Ciena rethinks the metro router with multi-cloud in mind

Ciena is looking to grow its share in the metro routing market, unveiling a new WaveRouter product which could help bring a bit of much-needed simplicity to multi-cloud operating environments. CTO Steve Alexander told Silverlinings the key to it all is visibility across network layers.

When developing WaveRouter, Alexander said Ciena went to the drawing board with a clean sheet in hand. As a core principle, it decided to focus its design around the most basic communications element: photons. By doing so, it was able to come up with a product that enables visibility from Layer 0 all the way through Layer 3. That is, according to the OSI model, the physical, data link and network layers, as well as the bits, frames and packets that move across them.

The multi-cloud perspective

From a cloud perspective, that means operators and their customers can get a consistent view of their cloud connections, no matter who the cloud provider is or what kind of link is being used.

“A typical multi-cloud environment doesn’t necessarily mean every cloud gets the same thing,” Alexander explained.

“If you’re running an enterprise, odds are you’ve got dedicated connections of different types of services to those folks.

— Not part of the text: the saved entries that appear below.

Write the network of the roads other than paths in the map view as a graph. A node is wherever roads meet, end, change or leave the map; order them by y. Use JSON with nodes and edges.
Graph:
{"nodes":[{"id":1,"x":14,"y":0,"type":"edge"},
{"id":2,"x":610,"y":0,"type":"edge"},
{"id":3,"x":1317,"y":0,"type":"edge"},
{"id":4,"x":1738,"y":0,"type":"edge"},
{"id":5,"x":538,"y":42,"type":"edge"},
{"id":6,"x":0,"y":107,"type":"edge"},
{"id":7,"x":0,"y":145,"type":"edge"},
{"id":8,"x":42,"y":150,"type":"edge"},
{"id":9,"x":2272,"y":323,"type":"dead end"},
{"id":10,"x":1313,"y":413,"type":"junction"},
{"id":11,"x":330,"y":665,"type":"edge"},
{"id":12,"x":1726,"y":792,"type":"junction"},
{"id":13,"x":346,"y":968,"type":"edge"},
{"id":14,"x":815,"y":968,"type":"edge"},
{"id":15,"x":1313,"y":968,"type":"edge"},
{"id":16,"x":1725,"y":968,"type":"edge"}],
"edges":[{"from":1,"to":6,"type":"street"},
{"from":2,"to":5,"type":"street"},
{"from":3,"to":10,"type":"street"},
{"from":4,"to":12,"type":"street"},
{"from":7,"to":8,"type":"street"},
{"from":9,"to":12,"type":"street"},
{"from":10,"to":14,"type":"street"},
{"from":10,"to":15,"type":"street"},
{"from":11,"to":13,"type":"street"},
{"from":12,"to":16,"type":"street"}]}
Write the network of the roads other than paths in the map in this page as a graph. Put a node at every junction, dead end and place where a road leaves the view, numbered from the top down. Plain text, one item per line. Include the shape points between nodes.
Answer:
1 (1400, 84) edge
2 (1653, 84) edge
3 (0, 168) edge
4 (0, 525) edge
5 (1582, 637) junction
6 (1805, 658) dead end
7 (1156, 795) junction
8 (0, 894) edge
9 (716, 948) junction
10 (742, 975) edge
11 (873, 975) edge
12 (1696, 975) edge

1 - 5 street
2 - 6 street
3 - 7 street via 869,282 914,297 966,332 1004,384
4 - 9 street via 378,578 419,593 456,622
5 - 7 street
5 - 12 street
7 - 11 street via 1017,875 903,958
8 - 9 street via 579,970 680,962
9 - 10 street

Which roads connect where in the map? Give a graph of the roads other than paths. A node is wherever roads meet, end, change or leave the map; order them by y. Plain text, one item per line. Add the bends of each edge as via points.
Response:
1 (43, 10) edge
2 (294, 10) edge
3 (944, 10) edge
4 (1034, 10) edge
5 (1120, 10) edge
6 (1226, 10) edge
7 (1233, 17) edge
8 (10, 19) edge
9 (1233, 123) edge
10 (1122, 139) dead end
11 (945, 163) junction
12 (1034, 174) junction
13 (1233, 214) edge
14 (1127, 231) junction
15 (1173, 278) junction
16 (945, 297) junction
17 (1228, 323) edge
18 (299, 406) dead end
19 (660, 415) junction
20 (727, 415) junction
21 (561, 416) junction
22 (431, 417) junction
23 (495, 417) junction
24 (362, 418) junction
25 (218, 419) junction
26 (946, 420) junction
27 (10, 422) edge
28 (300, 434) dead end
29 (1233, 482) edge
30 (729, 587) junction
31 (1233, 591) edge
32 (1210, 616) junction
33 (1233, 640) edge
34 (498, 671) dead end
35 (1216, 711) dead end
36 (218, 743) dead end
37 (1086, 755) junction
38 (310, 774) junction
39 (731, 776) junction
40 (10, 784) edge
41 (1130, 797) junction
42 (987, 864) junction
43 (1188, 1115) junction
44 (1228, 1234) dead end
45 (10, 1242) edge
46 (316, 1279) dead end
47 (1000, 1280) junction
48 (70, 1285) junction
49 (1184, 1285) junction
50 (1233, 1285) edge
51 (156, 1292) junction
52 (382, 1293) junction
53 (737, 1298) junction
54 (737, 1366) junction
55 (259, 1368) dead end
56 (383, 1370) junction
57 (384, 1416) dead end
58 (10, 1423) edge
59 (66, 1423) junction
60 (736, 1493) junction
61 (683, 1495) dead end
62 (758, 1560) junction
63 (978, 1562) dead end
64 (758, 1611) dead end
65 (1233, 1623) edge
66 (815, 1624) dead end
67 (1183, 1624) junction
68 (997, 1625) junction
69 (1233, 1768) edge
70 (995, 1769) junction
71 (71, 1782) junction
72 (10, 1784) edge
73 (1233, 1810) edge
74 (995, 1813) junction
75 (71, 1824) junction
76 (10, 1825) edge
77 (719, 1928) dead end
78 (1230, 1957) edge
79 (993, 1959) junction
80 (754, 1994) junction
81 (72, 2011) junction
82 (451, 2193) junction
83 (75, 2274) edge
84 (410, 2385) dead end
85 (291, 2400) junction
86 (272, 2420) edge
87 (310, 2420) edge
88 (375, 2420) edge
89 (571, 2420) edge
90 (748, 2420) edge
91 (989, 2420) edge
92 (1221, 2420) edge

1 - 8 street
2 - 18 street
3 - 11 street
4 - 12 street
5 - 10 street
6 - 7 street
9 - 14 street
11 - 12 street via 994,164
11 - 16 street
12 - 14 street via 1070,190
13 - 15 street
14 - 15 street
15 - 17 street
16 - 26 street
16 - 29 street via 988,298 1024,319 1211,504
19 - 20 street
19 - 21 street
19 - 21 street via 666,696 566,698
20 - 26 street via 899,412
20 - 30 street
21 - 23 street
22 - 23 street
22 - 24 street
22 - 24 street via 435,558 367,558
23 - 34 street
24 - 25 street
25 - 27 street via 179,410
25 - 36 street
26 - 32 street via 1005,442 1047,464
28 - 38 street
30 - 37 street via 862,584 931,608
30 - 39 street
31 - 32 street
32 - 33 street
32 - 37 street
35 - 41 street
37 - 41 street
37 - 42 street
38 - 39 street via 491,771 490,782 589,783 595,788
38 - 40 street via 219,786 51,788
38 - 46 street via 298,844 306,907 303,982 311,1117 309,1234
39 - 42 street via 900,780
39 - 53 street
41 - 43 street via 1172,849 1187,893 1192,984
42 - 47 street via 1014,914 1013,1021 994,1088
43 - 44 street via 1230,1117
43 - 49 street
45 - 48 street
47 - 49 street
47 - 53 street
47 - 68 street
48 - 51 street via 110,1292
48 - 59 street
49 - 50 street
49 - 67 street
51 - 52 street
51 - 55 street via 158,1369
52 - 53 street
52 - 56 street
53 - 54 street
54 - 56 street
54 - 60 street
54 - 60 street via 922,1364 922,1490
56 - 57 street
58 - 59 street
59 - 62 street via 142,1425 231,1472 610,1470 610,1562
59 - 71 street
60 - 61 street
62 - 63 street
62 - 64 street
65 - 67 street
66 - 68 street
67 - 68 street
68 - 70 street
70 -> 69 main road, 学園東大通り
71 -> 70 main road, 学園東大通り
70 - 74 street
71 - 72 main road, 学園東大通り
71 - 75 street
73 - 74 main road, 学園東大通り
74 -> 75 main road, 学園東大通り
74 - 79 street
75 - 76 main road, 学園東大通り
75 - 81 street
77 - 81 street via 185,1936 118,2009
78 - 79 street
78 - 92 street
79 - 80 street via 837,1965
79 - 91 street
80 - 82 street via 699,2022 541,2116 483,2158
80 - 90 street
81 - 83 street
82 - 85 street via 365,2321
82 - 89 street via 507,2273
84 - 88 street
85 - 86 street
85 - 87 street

You may have a direct wavelength to one or two of them. You may have dark fiber over to a data center that you’re running services over in addition to buying circuits from a service provider, in addition to buying internet service so you can get to anybody on the cloud,” he continued. “It’s the ability to see all those different types of services all at once which is what enables a good multi-cloud environment.”

WaveRouter router with angled faceplates
WaveRouter unit with angled face plates. (Ciena)

Other key features of WaveRouter include scalability from 6 Tbps to 192 Tbps in 6 Tbps increments, a pay-as-you-grow power model, compatibility with both performance and pluggable optics ranging from 400G to 1.6T, and angled faceplates which allow the use of passive DAC cables.

Alexander said many of these features make WaveRouter idea for deployments in service providers’ central office environments, which are space and power constrained.

“Central offices more and more have to look and operate a little bit more like a data center, like an element of the cloud. But shoehorning in typical data center equipment doesn’t always work,” he said. “It breaks thermal loading, it can break outside plant requirements.”

In the metro routing market, Ciena is up against the likes of Cisco, Nokia, Huawei and Juniper Networks.

WaveRouter will be generally available starting in Q3 2023.